The required output is all lines below that contain the word "Avenue".

==== Input for this task ====

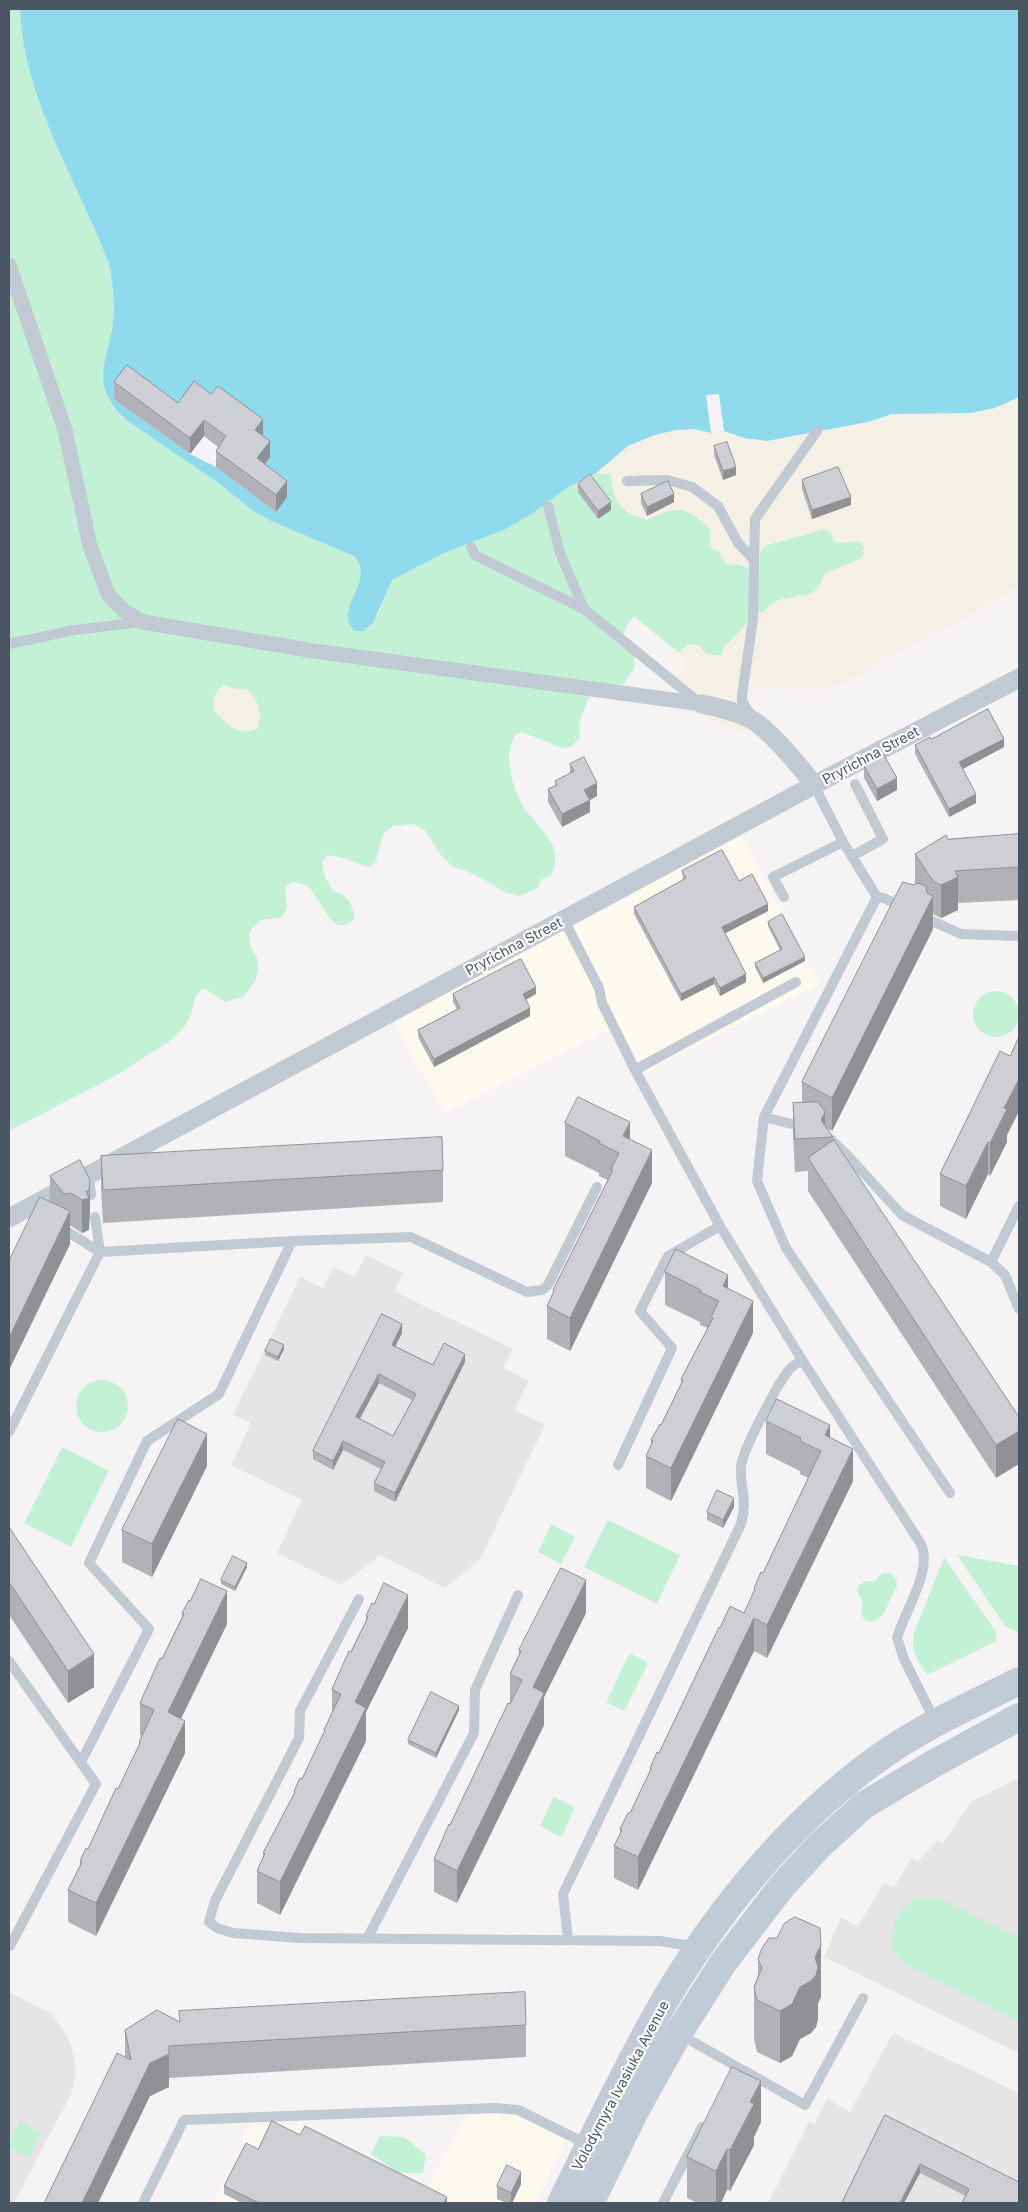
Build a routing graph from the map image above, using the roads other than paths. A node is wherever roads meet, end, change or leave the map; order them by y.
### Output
1 (9, 265) edge
2 (817, 431) dead end
3 (626, 481) dead end
4 (548, 506) dead end
5 (471, 547) dead end
6 (754, 560) junction
7 (584, 609) junction
8 (143, 622) junction
9 (9, 644) edge
10 (1019, 678) edge
11 (702, 704) junction
12 (756, 722) junction
13 (855, 784) dead end
14 (814, 785) junction
15 (843, 842) junction
16 (852, 856) junction
17 (784, 897) dead end
18 (877, 897) junction
19 (913, 912) edge
20 (564, 920) junction
21 (932, 920) dead end
22 (1019, 936) edge
23 (796, 982) dead end
24 (636, 1070) junction
25 (764, 1117) junction
26 (806, 1127) edge
27 (825, 1135) edge
28 (89, 1175) junction
29 (597, 1187) dead end
30 (92, 1195) edge
31 (1019, 1206) edge
32 (95, 1217) dead end
33 (9, 1218) edge
34 (720, 1226) junction
35 (68, 1232) edge
36 (292, 1241) junction
37 (100, 1252) junction
38 (991, 1262) junction
39 (1019, 1309) edge
40 (802, 1360) junction
41 (9, 1432) edge
42 (618, 1465) dead end
43 (950, 1493) dead end
44 (518, 1595) dead end
45 (359, 1599) dead end
46 (9, 1661) edge
47 (1019, 1681) edge
48 (1019, 1717) edge
49 (936, 1723) junction
50 (80, 1762) junction
51 (367, 1939) junction
52 (568, 1939) junction
53 (10, 1946) edge
54 (698, 1948) junction
55 (863, 1998) dead end
56 (678, 2034) junction
57 (702, 2127) edge
58 (589, 2145) junction
59 (143, 2203) edge
60 (560, 2203) edge
61 (590, 2203) edge
62 (663, 2203) edge

1 - 8 street
2 - 6 lane
3 - 6 lane
4 - 7 lane
5 - 7 lane
6 - 12 lane
7 - 11 lane
8 - 9 lane
8 - 11 street
10 - 14 street, Pryrichna Street
11 - 12 street
12 - 14 street
13 - 16 lane
14 - 15 lane
14 - 20 street, Pryrichna Street
15 - 16 lane
15 - 17 lane
16 - 18 lane
18 - 19 lane
18 - 25 lane
20 - 24 lane
20 - 28 street, Pryrichna Street
21 - 22 lane
23 - 24 lane
24 - 34 lane
25 - 26 lane
25 - 43 lane
27 - 38 lane
28 - 30 lane
28 - 33 street, Pryrichna Street
29 - 36 lane
31 - 38 lane
32 - 37 lane
34 - 40 lane
34 - 42 lane
35 - 37 lane
36 - 37 lane
36 - 50 lane
37 - 41 lane
38 - 39 lane
40 - 49 lane
40 - 52 lane
44 - 51 lane
45 - 51 lane
46 - 50 lane
47 - 49 main road, Volodymyra Ivasiuka Avenue
48 - 56 main road, Volodymyra Ivasiuka Avenue
49 - 54 main road, Volodymyra Ivasiuka Avenue
50 - 53 lane
51 - 52 lane
52 - 54 lane
54 - 58 main road, Volodymyra Ivasiuka Avenue
55 - 56 lane
56 - 61 main road, Volodymyra Ivasiuka Avenue
57 - 62 lane
58 - 59 lane
58 - 60 main road, Volodymyra Ivasiuka Avenue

====

[Solution to the exercise]
47 - 49 main road, Volodymyra Ivasiuka Avenue
48 - 56 main road, Volodymyra Ivasiuka Avenue
49 - 54 main road, Volodymyra Ivasiuka Avenue
54 - 58 main road, Volodymyra Ivasiuka Avenue
56 - 61 main road, Volodymyra Ivasiuka Avenue
58 - 60 main road, Volodymyra Ivasiuka Avenue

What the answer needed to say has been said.